- [What to work on]: Using the entries that follow, collect the lines where the word "Give" appears.

- [Data records]:
________________________________________

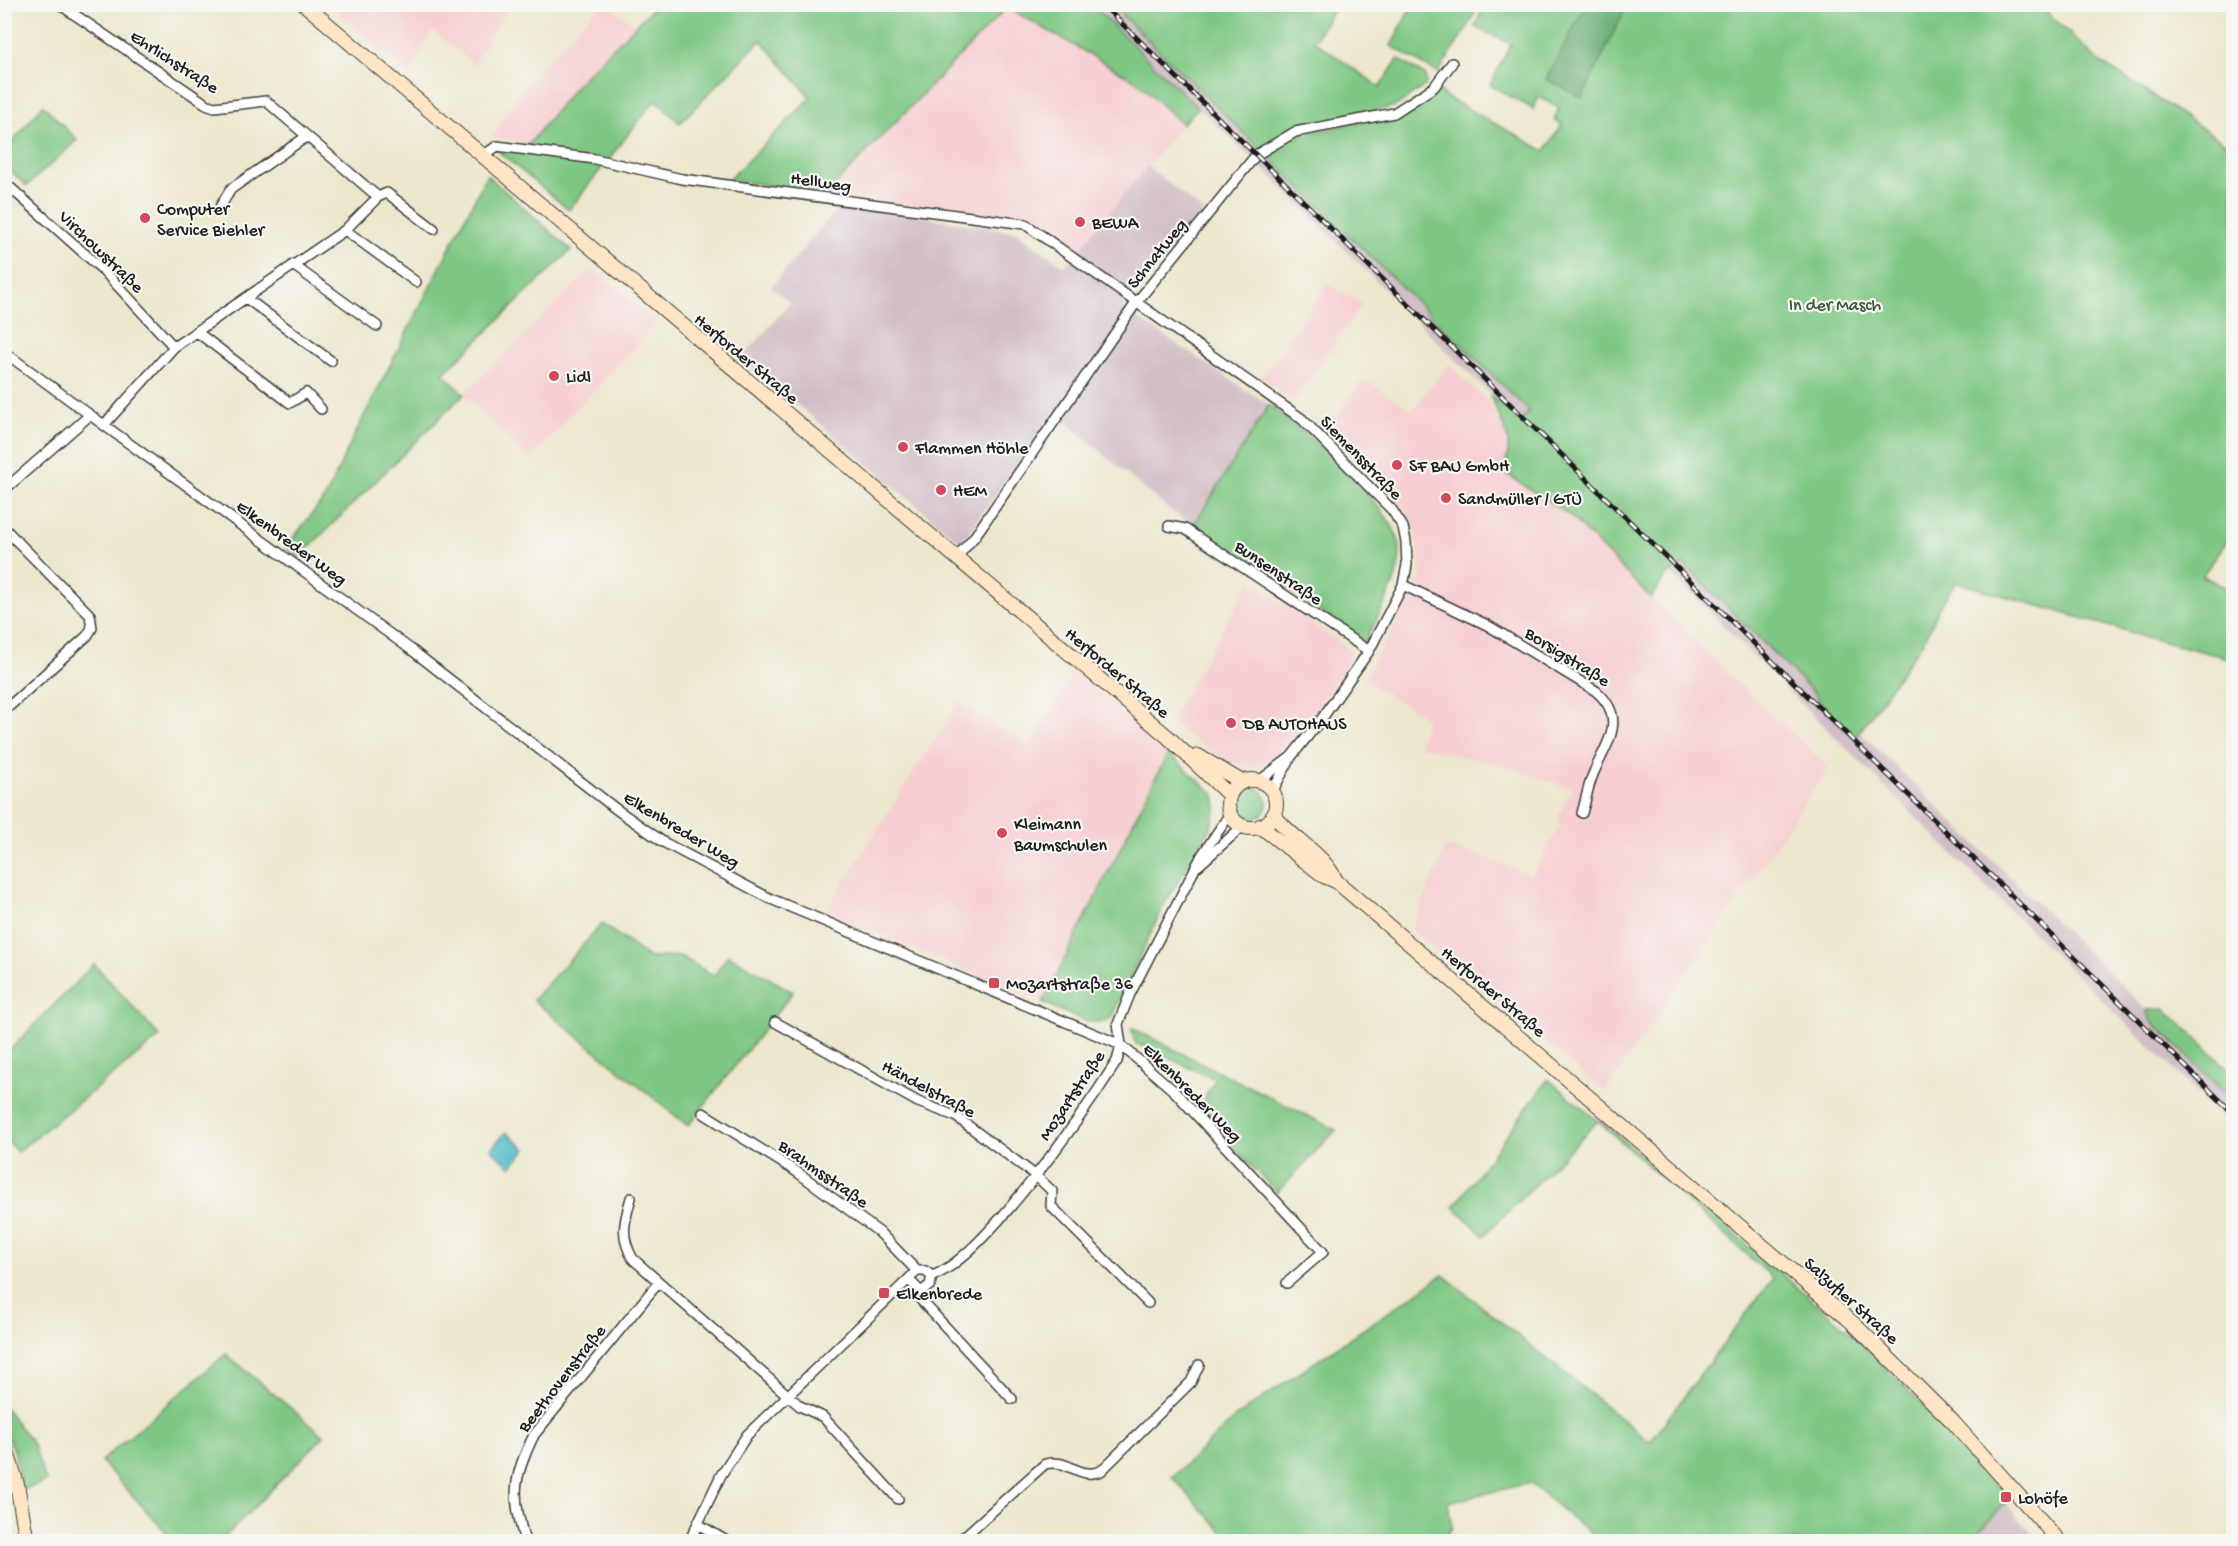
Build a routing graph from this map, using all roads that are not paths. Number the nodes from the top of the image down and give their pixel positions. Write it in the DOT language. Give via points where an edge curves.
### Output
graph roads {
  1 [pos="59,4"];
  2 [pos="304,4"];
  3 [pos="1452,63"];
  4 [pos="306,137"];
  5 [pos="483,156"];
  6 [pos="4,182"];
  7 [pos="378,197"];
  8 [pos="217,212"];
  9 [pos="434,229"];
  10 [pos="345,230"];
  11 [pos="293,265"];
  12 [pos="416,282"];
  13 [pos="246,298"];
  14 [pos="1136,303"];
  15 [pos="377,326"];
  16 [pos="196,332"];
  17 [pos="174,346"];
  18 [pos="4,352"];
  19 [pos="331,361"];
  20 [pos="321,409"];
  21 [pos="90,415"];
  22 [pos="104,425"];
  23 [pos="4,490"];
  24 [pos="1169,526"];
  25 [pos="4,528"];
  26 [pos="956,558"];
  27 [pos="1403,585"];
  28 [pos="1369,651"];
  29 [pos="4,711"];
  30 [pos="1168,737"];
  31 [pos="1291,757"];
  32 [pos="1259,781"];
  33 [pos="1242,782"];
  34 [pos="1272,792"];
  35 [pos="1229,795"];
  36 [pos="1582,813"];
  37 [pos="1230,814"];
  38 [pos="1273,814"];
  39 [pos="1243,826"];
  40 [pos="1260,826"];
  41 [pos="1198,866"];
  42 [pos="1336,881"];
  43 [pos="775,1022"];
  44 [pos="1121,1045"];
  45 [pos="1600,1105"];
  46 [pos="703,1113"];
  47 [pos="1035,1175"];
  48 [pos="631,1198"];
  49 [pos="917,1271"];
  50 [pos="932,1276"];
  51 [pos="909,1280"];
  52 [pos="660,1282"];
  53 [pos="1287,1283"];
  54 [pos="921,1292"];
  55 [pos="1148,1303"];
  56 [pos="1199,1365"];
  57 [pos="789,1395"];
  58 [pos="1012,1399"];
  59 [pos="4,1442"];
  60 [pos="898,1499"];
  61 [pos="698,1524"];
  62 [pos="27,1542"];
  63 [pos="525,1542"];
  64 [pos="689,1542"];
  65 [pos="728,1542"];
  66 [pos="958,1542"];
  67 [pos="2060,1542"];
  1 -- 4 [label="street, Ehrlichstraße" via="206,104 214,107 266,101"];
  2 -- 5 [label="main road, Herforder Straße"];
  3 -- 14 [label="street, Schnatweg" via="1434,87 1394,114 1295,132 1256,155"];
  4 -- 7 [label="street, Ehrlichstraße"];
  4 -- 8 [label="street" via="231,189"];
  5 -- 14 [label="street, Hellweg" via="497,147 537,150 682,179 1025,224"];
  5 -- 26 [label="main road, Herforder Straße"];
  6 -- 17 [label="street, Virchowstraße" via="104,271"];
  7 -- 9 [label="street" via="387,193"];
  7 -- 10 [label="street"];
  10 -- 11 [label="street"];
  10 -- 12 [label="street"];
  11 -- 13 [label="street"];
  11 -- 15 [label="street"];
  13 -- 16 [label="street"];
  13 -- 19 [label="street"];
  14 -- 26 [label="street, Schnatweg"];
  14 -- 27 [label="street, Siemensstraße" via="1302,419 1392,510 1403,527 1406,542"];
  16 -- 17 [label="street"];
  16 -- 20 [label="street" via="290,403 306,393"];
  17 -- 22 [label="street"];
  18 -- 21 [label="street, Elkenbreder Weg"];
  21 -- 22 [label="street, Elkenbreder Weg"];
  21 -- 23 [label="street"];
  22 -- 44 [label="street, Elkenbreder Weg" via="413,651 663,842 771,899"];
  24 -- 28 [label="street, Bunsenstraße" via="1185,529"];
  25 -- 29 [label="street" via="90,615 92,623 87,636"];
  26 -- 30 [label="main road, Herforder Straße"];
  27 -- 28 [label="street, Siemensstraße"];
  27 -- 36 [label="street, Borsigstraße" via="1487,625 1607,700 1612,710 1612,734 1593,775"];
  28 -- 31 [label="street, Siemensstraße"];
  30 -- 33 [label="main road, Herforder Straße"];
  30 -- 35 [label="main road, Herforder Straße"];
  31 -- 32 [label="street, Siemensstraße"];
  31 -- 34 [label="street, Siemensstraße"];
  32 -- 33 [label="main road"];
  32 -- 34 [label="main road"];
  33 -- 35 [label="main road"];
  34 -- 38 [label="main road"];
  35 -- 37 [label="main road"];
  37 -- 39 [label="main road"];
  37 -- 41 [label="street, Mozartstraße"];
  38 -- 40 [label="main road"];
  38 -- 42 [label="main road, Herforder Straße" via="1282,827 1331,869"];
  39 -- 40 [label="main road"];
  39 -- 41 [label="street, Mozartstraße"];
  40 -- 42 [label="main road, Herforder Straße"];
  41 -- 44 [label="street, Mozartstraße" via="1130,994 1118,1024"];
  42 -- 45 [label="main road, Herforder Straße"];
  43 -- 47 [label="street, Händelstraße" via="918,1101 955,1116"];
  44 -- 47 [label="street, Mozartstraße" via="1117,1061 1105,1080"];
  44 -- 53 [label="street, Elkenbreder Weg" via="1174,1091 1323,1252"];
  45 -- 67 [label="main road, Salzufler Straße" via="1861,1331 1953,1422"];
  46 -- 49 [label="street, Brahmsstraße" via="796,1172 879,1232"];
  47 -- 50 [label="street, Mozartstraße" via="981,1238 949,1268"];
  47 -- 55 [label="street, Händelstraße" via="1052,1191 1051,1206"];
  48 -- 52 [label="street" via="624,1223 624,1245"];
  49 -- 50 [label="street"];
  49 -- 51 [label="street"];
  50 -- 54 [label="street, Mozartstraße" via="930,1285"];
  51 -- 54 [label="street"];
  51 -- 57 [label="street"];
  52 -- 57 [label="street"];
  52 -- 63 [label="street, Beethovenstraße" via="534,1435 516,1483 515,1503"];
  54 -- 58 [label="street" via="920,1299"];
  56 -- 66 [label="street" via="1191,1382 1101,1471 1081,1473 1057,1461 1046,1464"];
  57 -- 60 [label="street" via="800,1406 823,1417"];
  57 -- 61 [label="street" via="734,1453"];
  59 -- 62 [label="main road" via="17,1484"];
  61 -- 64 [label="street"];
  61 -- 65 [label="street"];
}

________________________________________

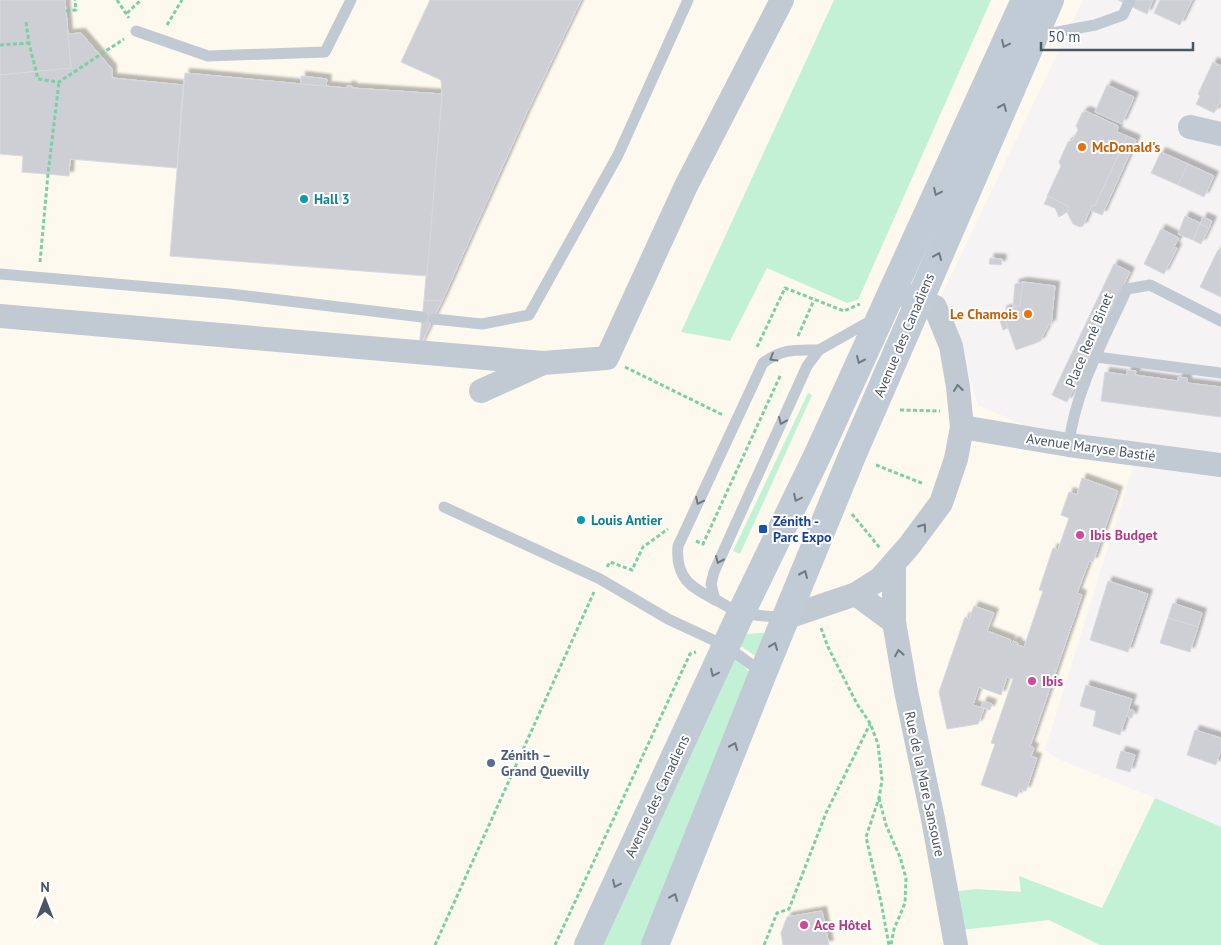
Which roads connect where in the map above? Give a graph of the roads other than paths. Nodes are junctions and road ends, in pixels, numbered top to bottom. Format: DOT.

________________________________________

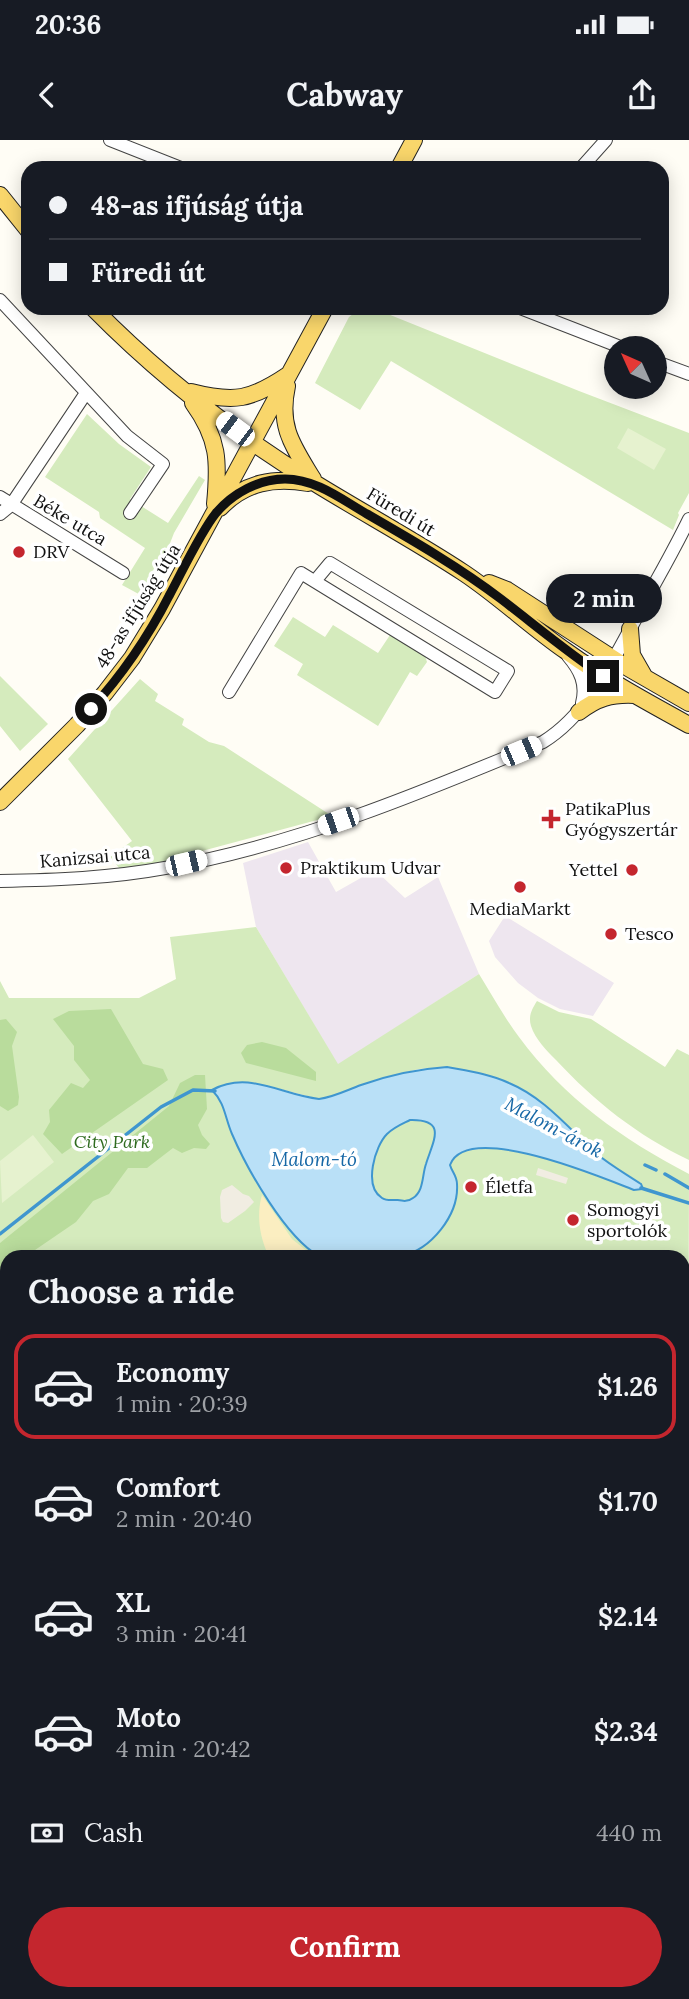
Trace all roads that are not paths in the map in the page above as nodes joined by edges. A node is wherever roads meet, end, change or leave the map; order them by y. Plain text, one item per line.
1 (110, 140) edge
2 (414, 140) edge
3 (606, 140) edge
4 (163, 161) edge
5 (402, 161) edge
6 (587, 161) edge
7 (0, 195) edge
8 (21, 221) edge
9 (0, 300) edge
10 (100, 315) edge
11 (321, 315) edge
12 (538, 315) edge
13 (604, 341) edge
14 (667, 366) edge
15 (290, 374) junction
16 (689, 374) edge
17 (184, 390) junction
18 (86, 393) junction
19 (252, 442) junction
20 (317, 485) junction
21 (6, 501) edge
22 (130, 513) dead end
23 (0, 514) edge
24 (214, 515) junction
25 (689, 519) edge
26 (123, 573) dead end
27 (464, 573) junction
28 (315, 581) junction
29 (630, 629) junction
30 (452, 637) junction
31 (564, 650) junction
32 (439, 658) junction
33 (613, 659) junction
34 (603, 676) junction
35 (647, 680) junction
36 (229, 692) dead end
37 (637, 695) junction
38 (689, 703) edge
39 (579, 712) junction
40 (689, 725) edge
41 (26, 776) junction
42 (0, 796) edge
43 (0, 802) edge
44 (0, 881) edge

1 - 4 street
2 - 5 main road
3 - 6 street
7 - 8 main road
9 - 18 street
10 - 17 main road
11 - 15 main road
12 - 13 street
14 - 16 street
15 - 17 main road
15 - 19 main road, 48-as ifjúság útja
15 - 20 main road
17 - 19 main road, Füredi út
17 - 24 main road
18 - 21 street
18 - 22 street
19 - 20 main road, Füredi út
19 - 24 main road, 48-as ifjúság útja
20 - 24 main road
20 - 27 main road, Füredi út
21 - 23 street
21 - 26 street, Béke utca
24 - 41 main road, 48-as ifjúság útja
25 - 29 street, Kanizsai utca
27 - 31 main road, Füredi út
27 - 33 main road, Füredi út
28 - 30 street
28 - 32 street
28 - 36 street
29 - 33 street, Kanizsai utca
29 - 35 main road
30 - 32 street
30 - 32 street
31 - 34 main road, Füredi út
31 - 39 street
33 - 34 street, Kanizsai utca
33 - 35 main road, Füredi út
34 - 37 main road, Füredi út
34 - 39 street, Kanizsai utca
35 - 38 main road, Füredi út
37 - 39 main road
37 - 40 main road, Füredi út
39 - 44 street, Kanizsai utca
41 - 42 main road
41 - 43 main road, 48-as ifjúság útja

________________________________________

- [Exercise solution]:
Build a routing graph from this map, using all roads that are not paths. Number the nodes from the top of the image down and give their pixel positions. Write it in the DOT language. Give via points where an edge curves.
Which roads connect where in the map above? Give a graph of the roads other than paths. Nodes are junctions and road ends, in pixels, numbered top to bottom. Format: DOT.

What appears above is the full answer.